Indeed, Netflix, which has heretofore turned a blind eye toward password sharing, has begun looking into the practice.
“It has not been part of their DNA [worrying about it],” Rutledge said. “Most households in the United States have two or less people in them. And as a result of that, there are more streams available [for free] than there are households.”
The executive contends that until there is increased scrutiny on video access in and out of the home on a single account, “it’s just too easy to get the product without paying for it.”
“When we look at data consumption, we can see that video consumption isn’t going down even when people disconnect their paid video,” Rutledge said. “And as a result of that, it makes the [subscription] price value relationship really difficult when it’s free.”
Separately, Rutledge said Spectrum was considering partnering with Comcast’s Flex SVOD service for broadband-only subscribers.
Charter several years ago bowed Spectrum TV Plus, a $12.99 monthly online TV service for its broadband-only subs. The service included a free Roku player.
In 2018, the service was changed to $14.99 Spectrum TV Plus. Last year Charter unveiled “TV Essentials,” a $15 monthly “skinny bundle” option for pay-TV subs.
“We have a significant number of app based relationships that we’ve developed on multiple devices, and that strategy is working for us,” Rutledge said. “And putting inexpensive devices out with your service makes some sense to us.”

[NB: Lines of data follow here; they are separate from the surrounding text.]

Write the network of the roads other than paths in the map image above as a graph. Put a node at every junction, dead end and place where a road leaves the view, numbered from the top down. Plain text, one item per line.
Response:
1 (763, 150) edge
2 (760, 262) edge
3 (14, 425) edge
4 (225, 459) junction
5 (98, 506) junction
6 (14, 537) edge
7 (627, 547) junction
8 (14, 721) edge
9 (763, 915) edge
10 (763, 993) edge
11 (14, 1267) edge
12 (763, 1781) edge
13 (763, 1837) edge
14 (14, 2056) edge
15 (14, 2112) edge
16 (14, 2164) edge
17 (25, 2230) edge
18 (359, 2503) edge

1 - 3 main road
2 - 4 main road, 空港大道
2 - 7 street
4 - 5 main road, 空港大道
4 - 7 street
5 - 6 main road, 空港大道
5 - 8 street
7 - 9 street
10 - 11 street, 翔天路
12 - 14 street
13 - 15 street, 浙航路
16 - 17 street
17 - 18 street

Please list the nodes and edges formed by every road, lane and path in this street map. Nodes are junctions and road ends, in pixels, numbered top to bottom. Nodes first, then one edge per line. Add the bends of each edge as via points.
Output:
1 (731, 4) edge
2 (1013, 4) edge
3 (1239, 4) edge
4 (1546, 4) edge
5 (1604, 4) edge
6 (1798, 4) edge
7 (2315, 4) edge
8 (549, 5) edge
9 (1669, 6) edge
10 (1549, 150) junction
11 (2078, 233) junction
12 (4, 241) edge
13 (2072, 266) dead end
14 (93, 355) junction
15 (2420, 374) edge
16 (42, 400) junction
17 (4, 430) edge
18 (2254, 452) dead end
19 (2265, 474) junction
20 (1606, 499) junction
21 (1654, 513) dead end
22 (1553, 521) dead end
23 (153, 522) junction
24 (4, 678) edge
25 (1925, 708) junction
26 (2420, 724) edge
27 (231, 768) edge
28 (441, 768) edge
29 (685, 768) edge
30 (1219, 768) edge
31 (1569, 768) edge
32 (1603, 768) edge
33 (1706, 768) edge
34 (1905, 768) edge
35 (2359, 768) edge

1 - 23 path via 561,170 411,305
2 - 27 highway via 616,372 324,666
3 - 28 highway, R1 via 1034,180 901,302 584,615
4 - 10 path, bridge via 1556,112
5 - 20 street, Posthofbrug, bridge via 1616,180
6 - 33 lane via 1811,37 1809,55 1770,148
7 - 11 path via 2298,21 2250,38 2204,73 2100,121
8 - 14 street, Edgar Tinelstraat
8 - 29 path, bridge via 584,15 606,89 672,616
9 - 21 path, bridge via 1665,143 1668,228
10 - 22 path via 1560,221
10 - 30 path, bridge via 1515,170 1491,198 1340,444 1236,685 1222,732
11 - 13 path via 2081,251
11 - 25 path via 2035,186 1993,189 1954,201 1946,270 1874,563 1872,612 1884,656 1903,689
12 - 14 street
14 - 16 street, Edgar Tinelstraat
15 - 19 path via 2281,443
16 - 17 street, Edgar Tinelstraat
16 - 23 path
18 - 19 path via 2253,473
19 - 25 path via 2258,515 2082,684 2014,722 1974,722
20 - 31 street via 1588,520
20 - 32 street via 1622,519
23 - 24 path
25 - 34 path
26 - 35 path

With Netflix having largest SVOD subscriber base in the United States and globally, conventional wisdom suggests the sharing of passwords among subs would be problematic.
Not so, according to new data from Ampere Analysis, which contends sharing of passwords among Netflix subs is less than 10%. The report found that password sharing among Netflix subs remains low globally — even in regions historically rampant in content piracy.
Ampere found that password sharing among Amazon Prime households (about 22% of U.S. households) greatly exceeds Netflix households (25%) — a factor the research firm attributed to Prime’s overarching ecommerce component.
In addition, the report found that a vast majority of Amazon Prime and Netflix households (97%) are not multi-user streaming video households.
“There is a widely-held belief that password sharing among Netflix homes is rife, but our data is telling a different story,” Guy Bisson, research director at Ampere, said in a statement.
Moving forward, it looks as if password sharing is a fact of life for SVOD players, with Amazon too suffering from account sharing for its Prime Video service.
Bisson said the 9% password sharing among Netflix households represents a revenue opportunity for the SVOD leader.
“Netflix has a potential revenue gain that can be switched on at will by locking down account sharing, but it’s more likely to be seen as an additional — and likely very effective — marketing and subscriber acquisition cost,” he said.